To be continued: The Snake Queen’s tale of Janshah

Stray observations

  • I don’t see how the Daniel mentioned in this story can be the Old Testament prophet, when this narrative also mentions the existence of Muhammed. This story must be set much later than the Hebrew Book of Daniel.
  • Here is how Buluqiya discovers the book about Muhammad, while looking through his dead dad’s stuff:

    In one of them he came across what appeared to be a door, and when he opened this and went in he found himself in a small chamber where there was a white marble pillar with an ebony box placed on its top. Buluqiya took it and opened it, only to find inside it another box, this one made of gold. When he opened it, he discovered in it a book…

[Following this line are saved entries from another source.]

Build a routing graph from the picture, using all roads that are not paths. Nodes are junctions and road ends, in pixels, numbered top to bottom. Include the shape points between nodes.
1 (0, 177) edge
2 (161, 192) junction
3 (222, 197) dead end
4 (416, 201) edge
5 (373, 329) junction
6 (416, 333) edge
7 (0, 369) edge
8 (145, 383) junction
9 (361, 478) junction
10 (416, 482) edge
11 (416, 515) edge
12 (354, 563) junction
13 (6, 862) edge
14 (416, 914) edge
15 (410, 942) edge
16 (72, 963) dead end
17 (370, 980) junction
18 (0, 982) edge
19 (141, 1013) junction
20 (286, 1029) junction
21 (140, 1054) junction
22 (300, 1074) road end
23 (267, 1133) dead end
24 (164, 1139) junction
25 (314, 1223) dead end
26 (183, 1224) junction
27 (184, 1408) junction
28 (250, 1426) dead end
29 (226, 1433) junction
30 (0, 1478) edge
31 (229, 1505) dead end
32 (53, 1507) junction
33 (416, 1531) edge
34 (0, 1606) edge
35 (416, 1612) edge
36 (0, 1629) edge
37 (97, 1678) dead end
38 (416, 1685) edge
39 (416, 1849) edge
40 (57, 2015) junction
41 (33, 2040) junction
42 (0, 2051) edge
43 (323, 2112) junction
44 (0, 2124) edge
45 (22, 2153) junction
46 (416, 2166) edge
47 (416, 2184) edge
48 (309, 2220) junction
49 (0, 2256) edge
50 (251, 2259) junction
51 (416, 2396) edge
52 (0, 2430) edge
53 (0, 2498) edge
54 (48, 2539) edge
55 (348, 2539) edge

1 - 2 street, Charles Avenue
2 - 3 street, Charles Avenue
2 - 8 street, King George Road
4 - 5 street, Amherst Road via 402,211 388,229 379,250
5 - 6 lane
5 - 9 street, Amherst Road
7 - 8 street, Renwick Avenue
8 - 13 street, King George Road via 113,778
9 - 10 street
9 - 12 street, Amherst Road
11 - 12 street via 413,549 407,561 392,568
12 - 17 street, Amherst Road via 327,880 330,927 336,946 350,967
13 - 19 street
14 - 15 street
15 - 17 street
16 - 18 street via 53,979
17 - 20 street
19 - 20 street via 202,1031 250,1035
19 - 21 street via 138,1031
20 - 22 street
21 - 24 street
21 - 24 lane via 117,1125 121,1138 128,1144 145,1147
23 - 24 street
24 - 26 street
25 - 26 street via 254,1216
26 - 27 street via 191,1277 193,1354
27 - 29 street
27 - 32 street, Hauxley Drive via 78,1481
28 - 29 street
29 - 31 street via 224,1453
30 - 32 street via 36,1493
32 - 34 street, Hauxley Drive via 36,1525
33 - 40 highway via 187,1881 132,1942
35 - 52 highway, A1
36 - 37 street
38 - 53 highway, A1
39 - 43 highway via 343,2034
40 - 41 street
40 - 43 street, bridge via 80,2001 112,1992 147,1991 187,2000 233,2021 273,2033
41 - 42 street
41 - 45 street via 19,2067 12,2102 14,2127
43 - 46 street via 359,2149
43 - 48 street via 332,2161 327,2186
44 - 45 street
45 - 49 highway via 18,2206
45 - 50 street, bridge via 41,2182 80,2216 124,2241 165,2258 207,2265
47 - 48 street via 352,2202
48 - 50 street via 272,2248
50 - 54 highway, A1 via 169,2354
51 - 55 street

    I enjoyed how the book is hidden within successive chambers, not unlike a set of Matryoshka dolls, or the nested structure of The Arabian Nights itself.

  • It is surprising and interesting to read of angels who take on a form other than the traditional Man-With-Wings. Western culture sets certain expectations of what these, and other extra-natural beings like jinn, should look like. In yet another small way, The Arabian Nights confounds and expands our expectations.
  • Regarding men-with-wings: I’ve noticed that many of the antique illustrations of The Arabian Nights depict the jinn as very similar to angels.
  • One of the circles of hell described on Night 493 is Jahannam:

    … a thousand mountains of fire, in each of which there are seventy thousand valleys, each containing seventy thousand cities of fire. In each of these there are seventy thousand firey castles, with seventy thousand furry rooms in each, and each room contains seventy thousand couches of fire, with seventy thousand forms of torment in every one of them.

    1,000 x 70,000 x 70,000 x 70,000x 70,000 x 70,000 x 70,000 = 1.17649 x 1032

    That’s a lot of torment. But a ‘couch of fire’ sounds like a pretty cool interior design choice, tbh.

  • Night 497 includes this passage:

    In the course of his journey, he caught sight of a handsome young man who was also walking by on water. He approached the man but left him after they had exchanged greetings.

    I struggle to recall a more intriguing and enigmatic passage in the whole of The Arabian Nights. Another water walker?! His story must surely offer crucial insight into what lies ahead for Buluqiya, and perhaps into the meaning of his wanderings. Who is he and what is he doing? The Snake Queen doesn’t tell us, and the description quoted above is all we ever hear of him.

  • I was disappointed that there was nothing of interest to read in Karim’s inheritance, the five pages from Daniel. Since this story relies so heavily on fate, it would have been apt and elegant if the surviving pages had perhaps yielded some meaning to Karim. Since he had been through fantastical adventure of his own, and has heard the tales of Buluqiya and Janshah, perhaps the rescued pages could have contained something valuable to those who had heard the story, such as directions to one of the mysterious castles mentioned by the Snake Queen.